Across the lines of the records below, how many have the string "Chase" in them? Answer with the number alone.

[Opening Record extracts section]

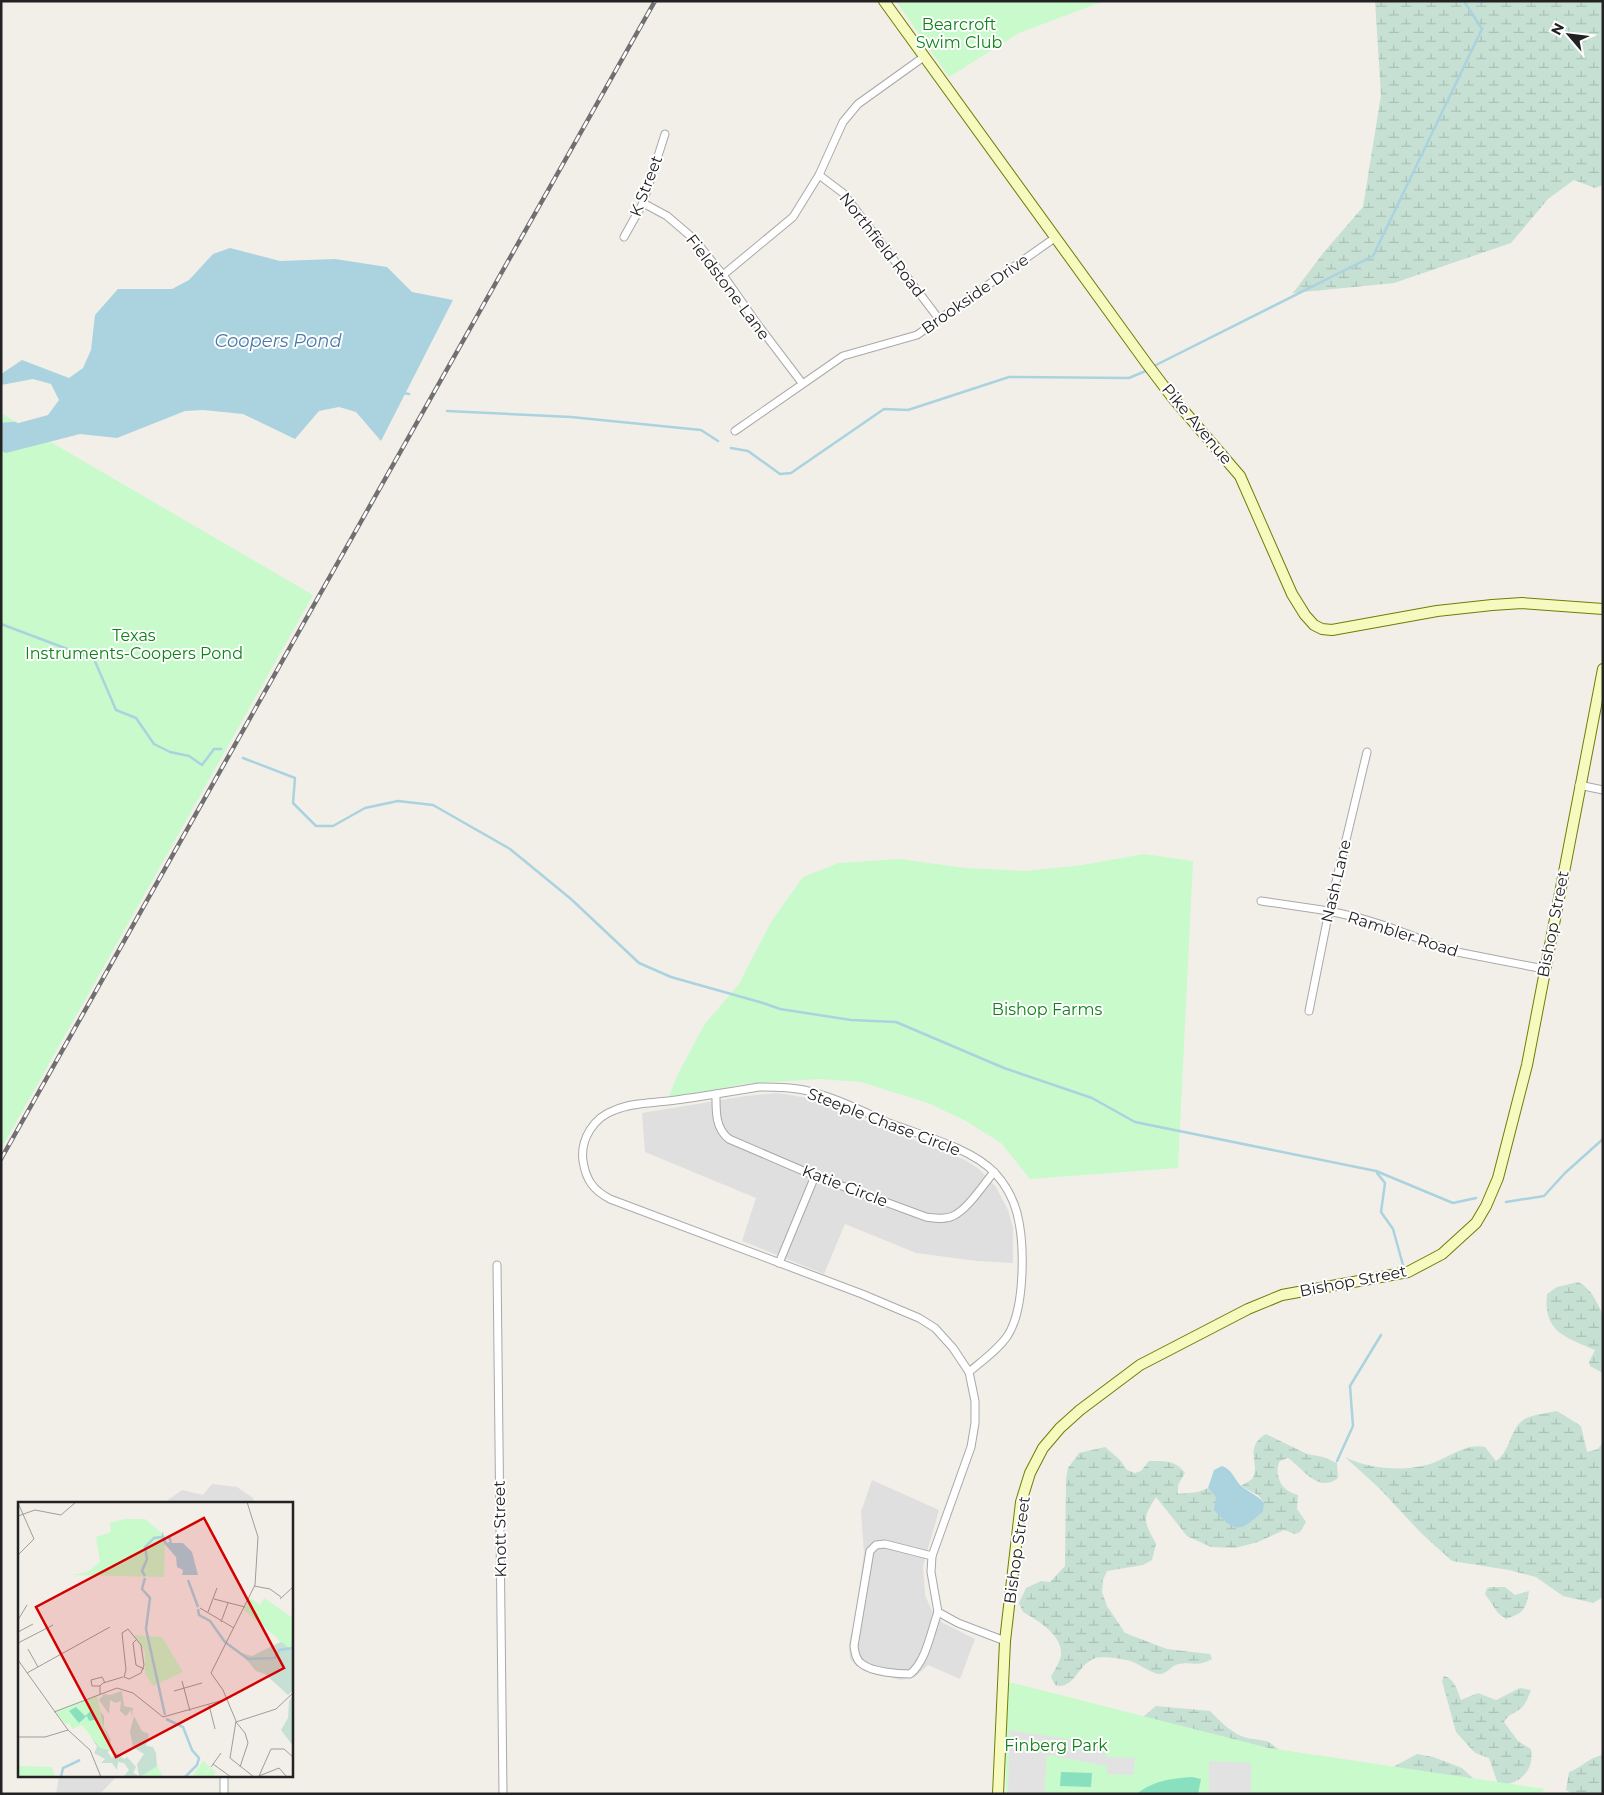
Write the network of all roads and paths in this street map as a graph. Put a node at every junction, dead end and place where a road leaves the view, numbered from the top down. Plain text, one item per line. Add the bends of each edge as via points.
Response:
1 (884, 1) edge
2 (924, 56) junction
3 (665, 134) dead end
4 (819, 175) junction
5 (642, 203) junction
6 (624, 237) dead end
7 (1056, 237) junction
8 (724, 275) junction
9 (939, 319) junction
10 (802, 383) junction
11 (736, 431) dead end
12 (1603, 609) edge
13 (1603, 669) edge
14 (1367, 752) dead end
15 (1579, 785) junction
16 (1603, 790) edge
17 (1260, 901) dead end
18 (1329, 911) junction
19 (1544, 969) junction
20 (1309, 1011) dead end
21 (716, 1094) junction
22 (994, 1172) junction
23 (815, 1176) junction
24 (778, 1263) junction
25 (497, 1265) dead end
26 (969, 1372) junction
27 (932, 1556) junction
28 (938, 1612) junction
29 (1005, 1641) junction
30 (224, 1778) edge
31 (224, 1794) edge
32 (503, 1794) edge
33 (998, 1794) edge

1 - 2 street, Pike Avenue
2 - 4 street via 858,104 843,122
2 - 7 street, Pike Avenue
3 - 5 street, K Street
4 - 8 street via 793,216
4 - 9 street, Northfield Road via 843,192
5 - 6 street, K Street
5 - 8 street, Fieldstone Lane via 683,228
7 - 9 street, Brookside Drive
7 - 12 street, Pike Avenue via 1150,368 1240,476 1292,594 1314,625 1332,630 1438,611 1514,603
8 - 10 street, Fieldstone Lane
9 - 10 street, Brookside Drive via 917,335 844,356
10 - 11 street, Brookside Drive
13 - 15 street, Bishop Street
14 - 18 street, Nash Lane
15 - 16 street
15 - 19 street, Bishop Street
17 - 18 street, Rambler Road
18 - 19 street, Rambler Road via 1386,926 1452,951
18 - 20 street, Nash Lane
19 - 29 street, Bishop Street via 1527,1065 1498,1178 1476,1223 1442,1254 1408,1272 1282,1295 1248,1309 1140,1365 1080,1410 1043,1448 1030,1473 1021,1502
21 - 22 street, Steeple Chase Circle via 759,1087 804,1090 963,1152
21 - 23 street, Katie Circle via 720,1128 729,1139
21 - 24 street, Steeple Chase Circle via 636,1105 602,1117 592,1127 583,1145 585,1173 591,1185 610,1199
22 - 23 street, Katie Circle via 964,1208 953,1216 941,1218 926,1217
22 - 26 street, Steeple Chase Circle via 1008,1189 1017,1212 1021,1236 1020,1297 1008,1335
23 - 24 street
24 - 26 street, Steeple Chase Circle via 920,1318 935,1328
25 - 32 street, Knott Street
26 - 27 street, Steeple Chase Circle via 975,1401 971,1447
27 - 28 street, Steeple Chase Circle via 931,1572
27 - 28 street via 885,1544 876,1545 870,1551 854,1646 856,1657 862,1665 874,1669 910,1674 922,1660
28 - 29 street
29 - 33 street, Bishop Street
30 - 31 street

[Closing Record extracts section]

▶ _Written response_: 6